┏━━
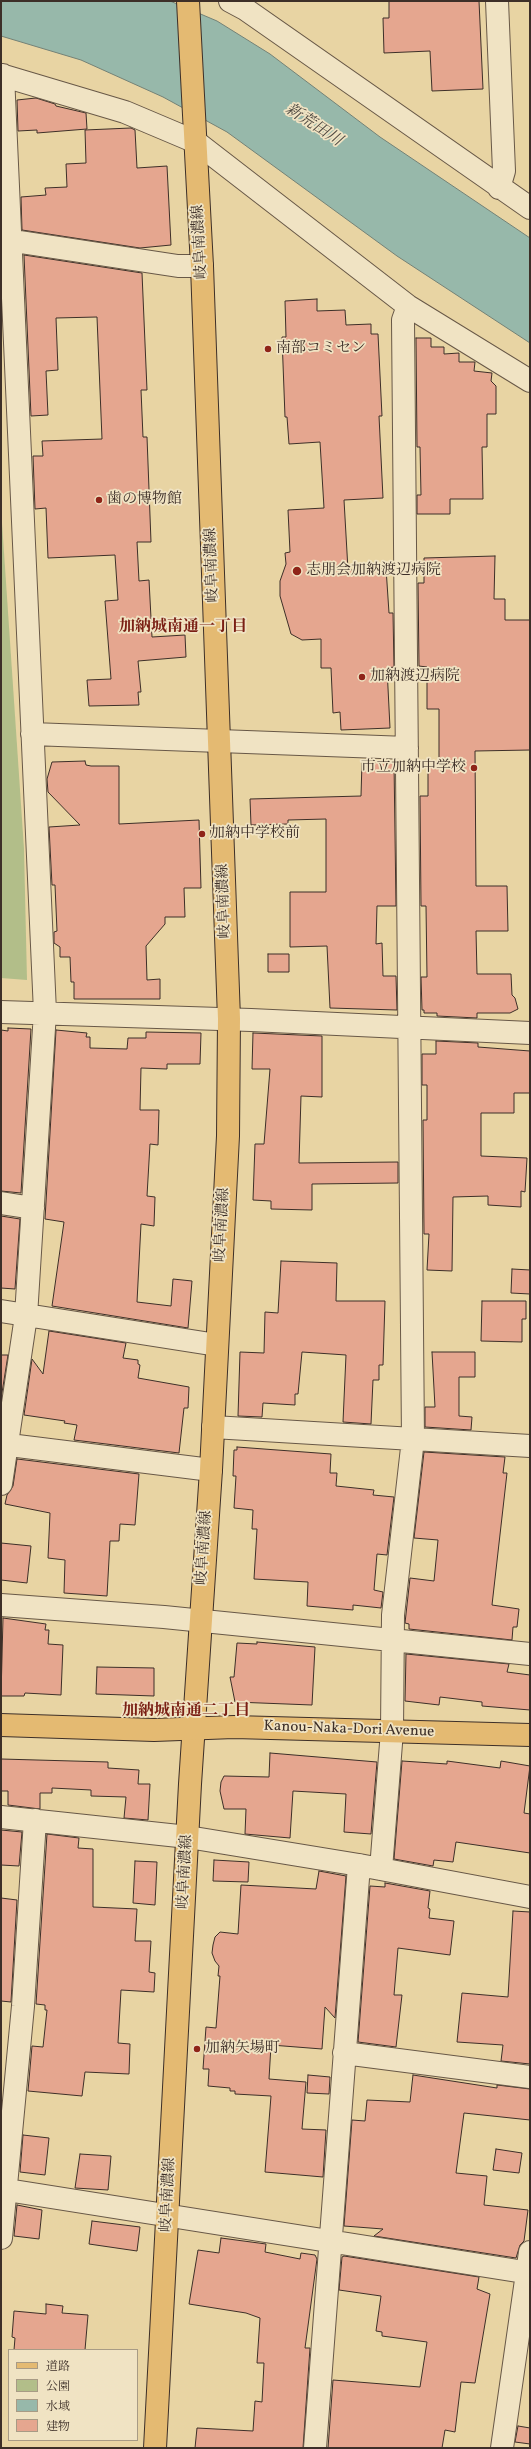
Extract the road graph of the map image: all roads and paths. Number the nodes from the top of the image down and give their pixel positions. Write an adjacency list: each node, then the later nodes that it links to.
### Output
1 (188, 1): 5 (main road, 岐阜南濃線)
2 (230, 1): 6 (street)
3 (496, 1): 6 (street)
4 (2, 75): 5 (street); 8 (street)
5 (196, 142): 9 (main road, 岐阜南濃線); 10 (street)
6 (499, 188): 7 (street)
7 (530, 208)
8 (6, 239): 9 (street); 12 (street)
9 (202, 266): 13 (main road, 岐阜南濃線)
10 (408, 306): 11 (street); 14 (street)
11 (530, 381)
12 (32, 734): 13 (street); 16 (street)
13 (219, 741): 14 (street); 17 (main road, 岐阜南濃線)
14 (407, 748): 18 (street)
15 (1, 1012): 16 (street)
16 (45, 1012): 17 (street); 21 (street)
17 (229, 1019): 18 (street); 24 (main road, 岐阜南濃線)
18 (410, 1027): 19 (street); 26 (street)
19 (530, 1033)
20 (1, 1203): 21 (street)
21 (32, 1208): 23 (street)
22 (1, 1311): 23 (street)
23 (26, 1316): 24 (street); 27 (street)
24 (217, 1345): 25 (main road, 岐阜南濃線)
25 (213, 1427): 26 (street); 29 (main road, 岐阜南濃線)
26 (413, 1439): 28 (street); 33 (street)
27 (4, 1445): 29 (street); 30 (street)
28 (530, 1446)
29 (211, 1470): 32 (main road, 岐阜南濃線)
30 (1, 1484)
31 (1, 1605): 32 (street)
32 (200, 1620): 33 (street); 36 (main road, 岐阜南濃線)
33 (392, 1640): 34 (street); 37 (street)
34 (530, 1654)
35 (1, 1725): 36 (main road, Kanou-Naka-Dori Avenue)
36 (193, 1729): 37 (main road, Kanou-Naka-Dori Avenue); 41 (main road, 岐阜南濃線)
37 (392, 1731): 38 (main road, Kanou-Naka-Dori Avenue); 43 (street)
38 (530, 1735)
39 (1, 1817): 40 (street)
40 (35, 1820): 41 (street); 47 (street)
41 (188, 1837): 42 (street); 48 (main road, 岐阜南濃線)
42 (359, 1865): 43 (street); 45 (street)
43 (381, 1869): 44 (street)
44 (530, 1897)
45 (344, 2053): 46 (street); 50 (street)
46 (530, 2077)
47 (4, 2190): 48 (street); 49 (street)
48 (168, 2216): 50 (street); 52 (main road, 岐阜南濃線)
49 (1, 2238)
50 (330, 2242): 51 (street); 53 (street)
51 (529, 2266): 54 (street)
52 (155, 2448)
53 (315, 2448)
54 (502, 2448)

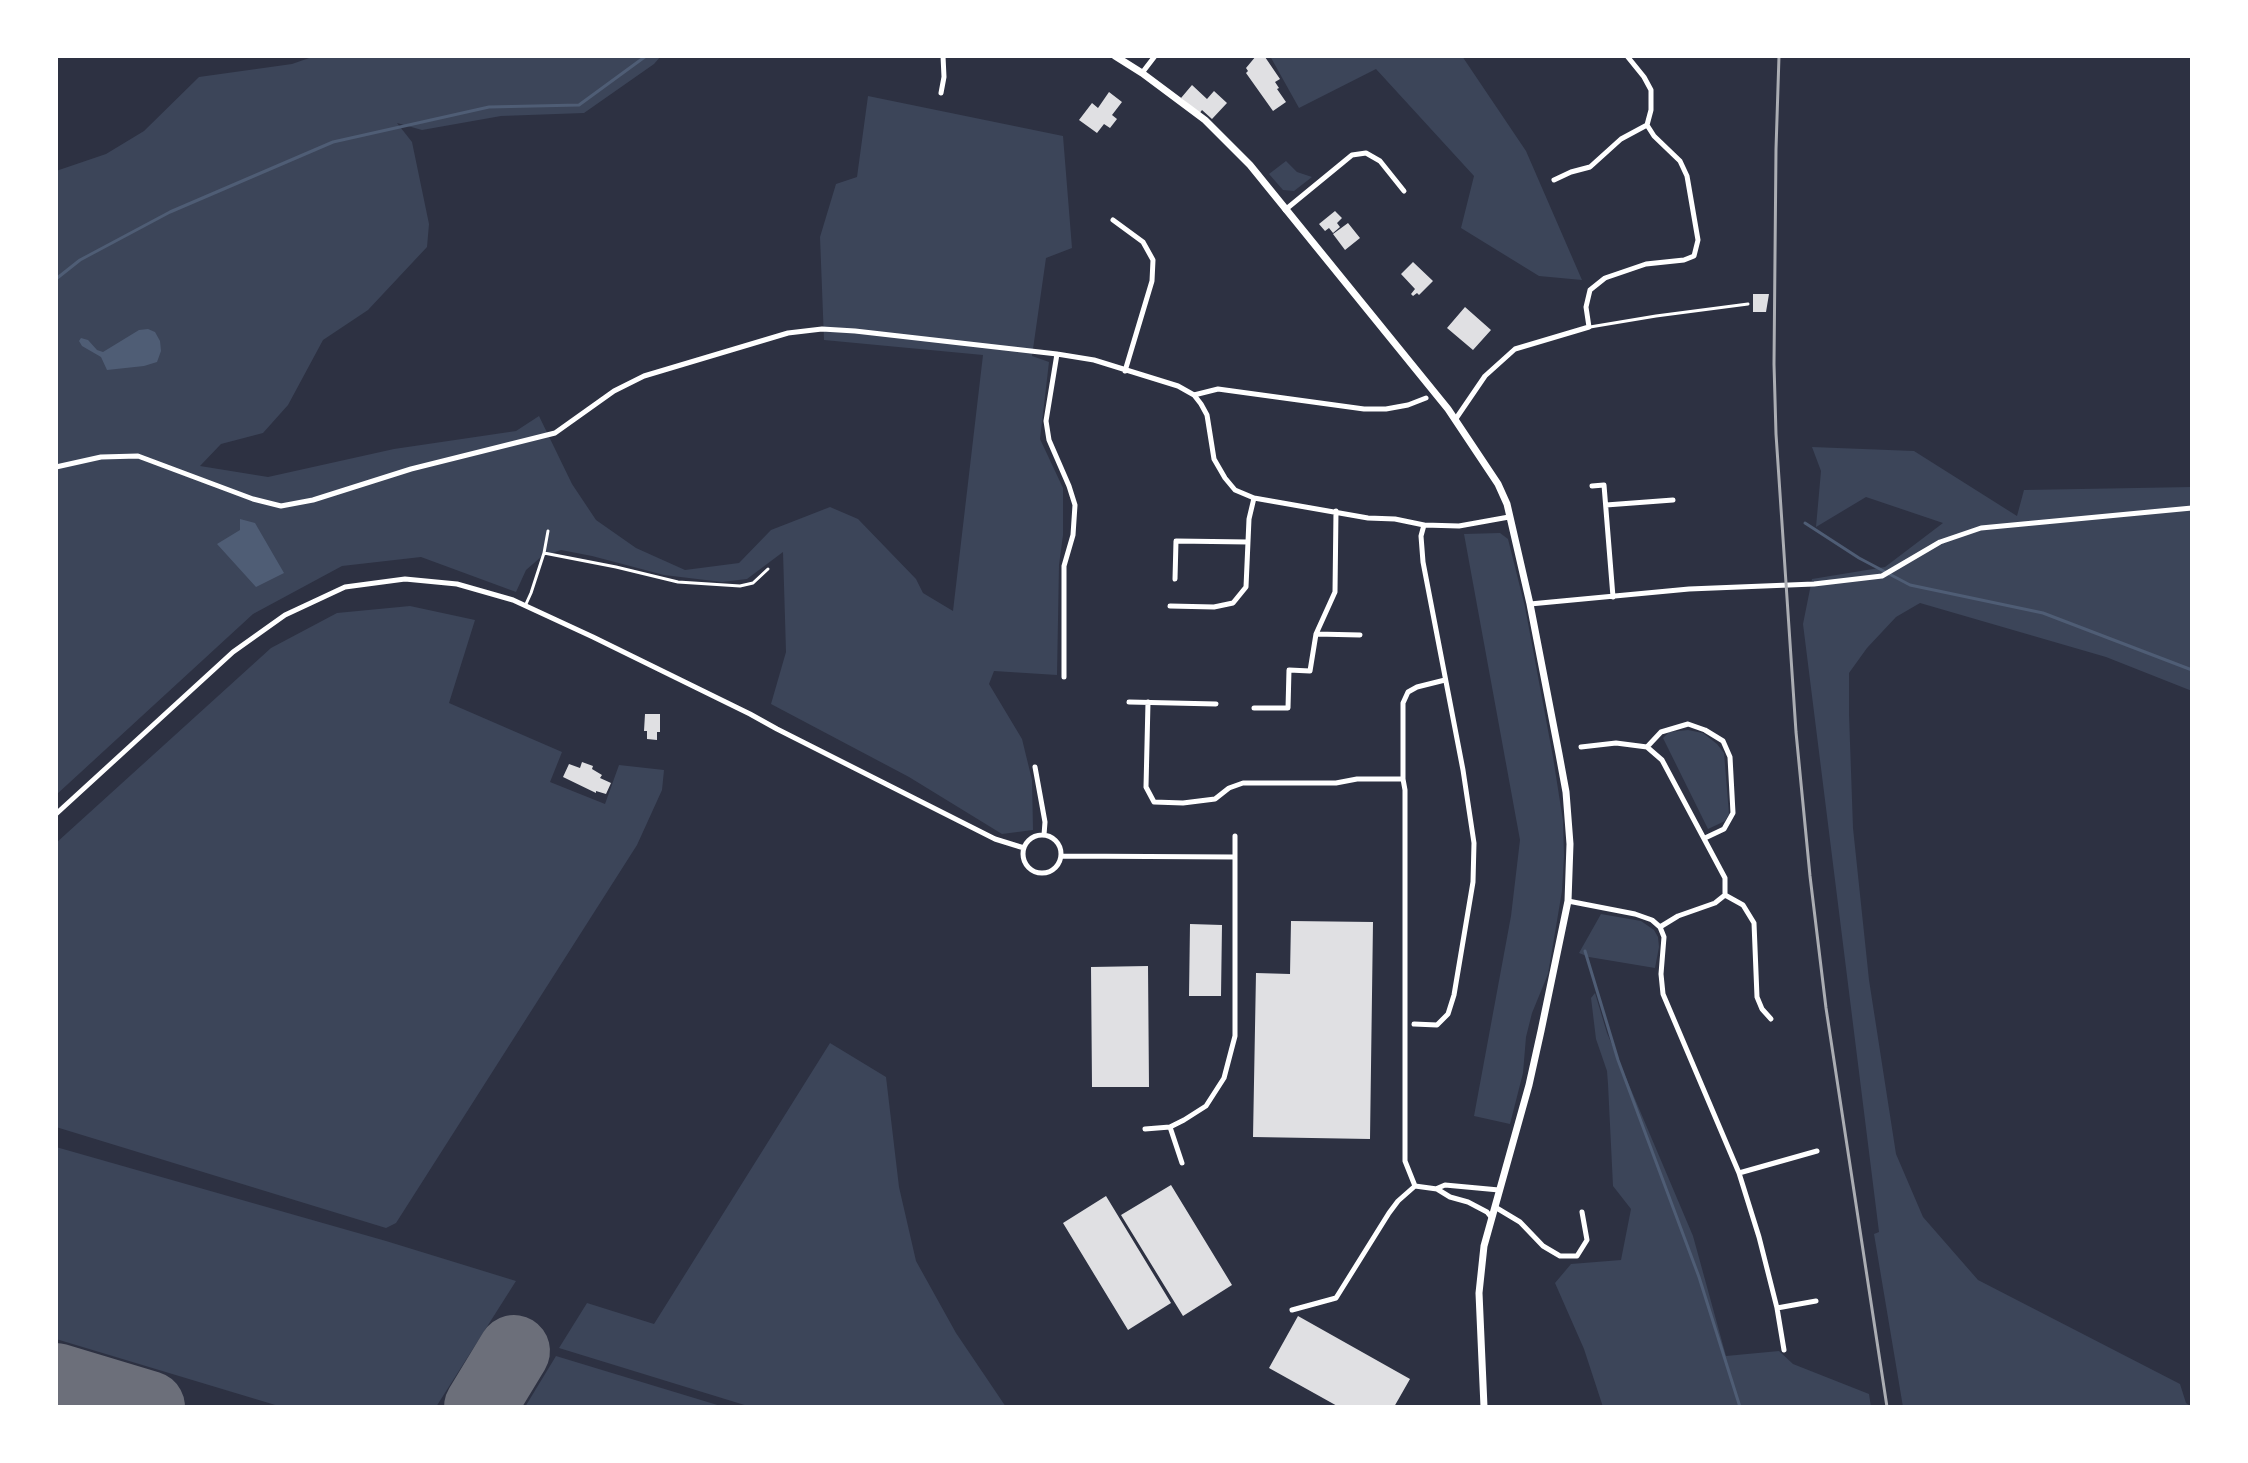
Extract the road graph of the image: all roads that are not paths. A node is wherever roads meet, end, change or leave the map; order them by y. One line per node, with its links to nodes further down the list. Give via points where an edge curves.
1 (943, 56): 6 (street)
2 (1115, 56): 5 (main road)
3 (1155, 56): 5 (street)
4 (1627, 56): 7 (street, via 1651,90)
5 (1142, 73): 10 (main road, via 1205,120)
6 (941, 93)
7 (1647, 125): 8 (street, via 1621,139 1590,167); 13 (street, via 1687,176 1698,240 1694,256 1605,278 1590,290)
8 (1554, 180)
9 (1404, 191): 10 (street, via 1380,161 1366,153 1352,155)
10 (1285, 210): 18 (main road)
11 (1113, 220): 15 (street, via 1143,242 1153,260 1152,281)
12 (1748, 304): 13 (lane)
13 (1589, 327): 18 (street, via 1515,349 1485,376)
14 (1057, 354): 15 (street); 19 (street, via 855,331 788,333 644,376 555,433 281,506 138,456); 39 (street, via 1046,421 1075,505 1064,566)
15 (1125, 371): 16 (street)
16 (1194, 395): 17 (street, via 1218,389 1375,409); 21 (street, via 1207,415 1219,469 1235,490)
17 (1426, 398)
18 (1455, 420): 26 (main road, via 1498,484)
19 (56, 467)
20 (1592, 486): 23 (street, via 1604,485)
21 (1254, 498): 25 (street); 29 (street)
22 (1673, 500): 23 (street)
23 (1606, 505): 33 (street)
24 (2192, 508): 33 (street, via 1981,528 1940,542 1882,576)
25 (1336, 511): 27 (street); 37 (street, via 1335,592)
26 (1509, 517): 27 (street, via 1459,526); 34 (main road)
27 (1424, 525): 40 (street, via 1423,562)
28 (548, 531): 30 (lane)
29 (1248, 542): 32 (street, via 1176,541); 36 (street, via 1246,587 1233,603)
30 (544, 553): 31 (lane, via 678,582 740,586 753,583); 35 (lane)
31 (768, 569)
32 (1175, 579)
33 (1613, 597): 34 (street)
34 (1530, 604): 57 (main road, via 1566,792)
35 (525, 606): 49 (street, via 457,584 405,579 345,587 285,615 233,652); 53 (street, via 995,839)
36 (1170, 606)
37 (1316, 634): 38 (street); 44 (street, via 1310,671 1289,670 1288,708)
38 (1360, 635)
39 (1064, 677)
40 (1445, 680): 48 (street, via 1417,687 1403,703); 60 (street, via 1471,814 1473,882 1448,1014 1437,1025)
41 (1129, 702): 42 (street)
42 (1148, 702): 43 (street); 48 (street, via 1146,787 1154,802 1215,799 1243,783)
43 (1216, 704)
44 (1254, 708)
45 (1581, 747): 46 (street)
46 (1647, 747): 52 (street, via 1662,760); 52 (street, via 1661,732 1688,724 1723,741 1730,757 1733,813 1724,829)
47 (1035, 767): 50 (street)
48 (1403, 779): 66 (street, via 1405,1161)
49 (56, 814)
50 (1044, 835): 53 (street); 54 (street, via 1058,844)
51 (1235, 836): 55 (street)
52 (1705, 838): 56 (street, via 1725,878)
53 (1024, 848): 54 (street, via 1027,865 1036,872 1053,869)
54 (1061, 856): 55 (street)
55 (1235, 857): 61 (street, via 1235,1036 1224,1078 1206,1106)
56 (1725, 895): 58 (street); 59 (street, via 1743,905 1754,923 1757,997)
57 (1568, 901): 58 (street, via 1635,914); 68 (main road, via 1534,1064)
58 (1660, 927): 65 (street, via 1665,947 1663,994)
59 (1771, 1019)
60 (1414, 1024)
61 (1170, 1127): 62 (street); 64 (street)
62 (1145, 1129)
63 (1817, 1151): 65 (street)
64 (1182, 1163)
65 (1739, 1173): 73 (street)
66 (1415, 1186): 67 (street); 74 (street, via 1389,1213 1336,1298)
67 (1437, 1189): 68 (street, via 1445,1185); 71 (street)
68 (1499, 1190): 69 (main road)
69 (1494, 1206): 70 (street, via 1560,1256 1577,1256 1587,1240); 71 (main road)
70 (1582, 1212)
71 (1491, 1217): 76 (main road, via 1479,1293)
72 (1816, 1301): 73 (street)
73 (1777, 1308): 75 (street)
74 (1292, 1310)
75 (1784, 1350)
76 (1484, 1407)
┗━━
WORK INSTRUCTIONS: Count the lines in the records that include the word "Kanou". Report the total alone.

TASK RESPONSE: 3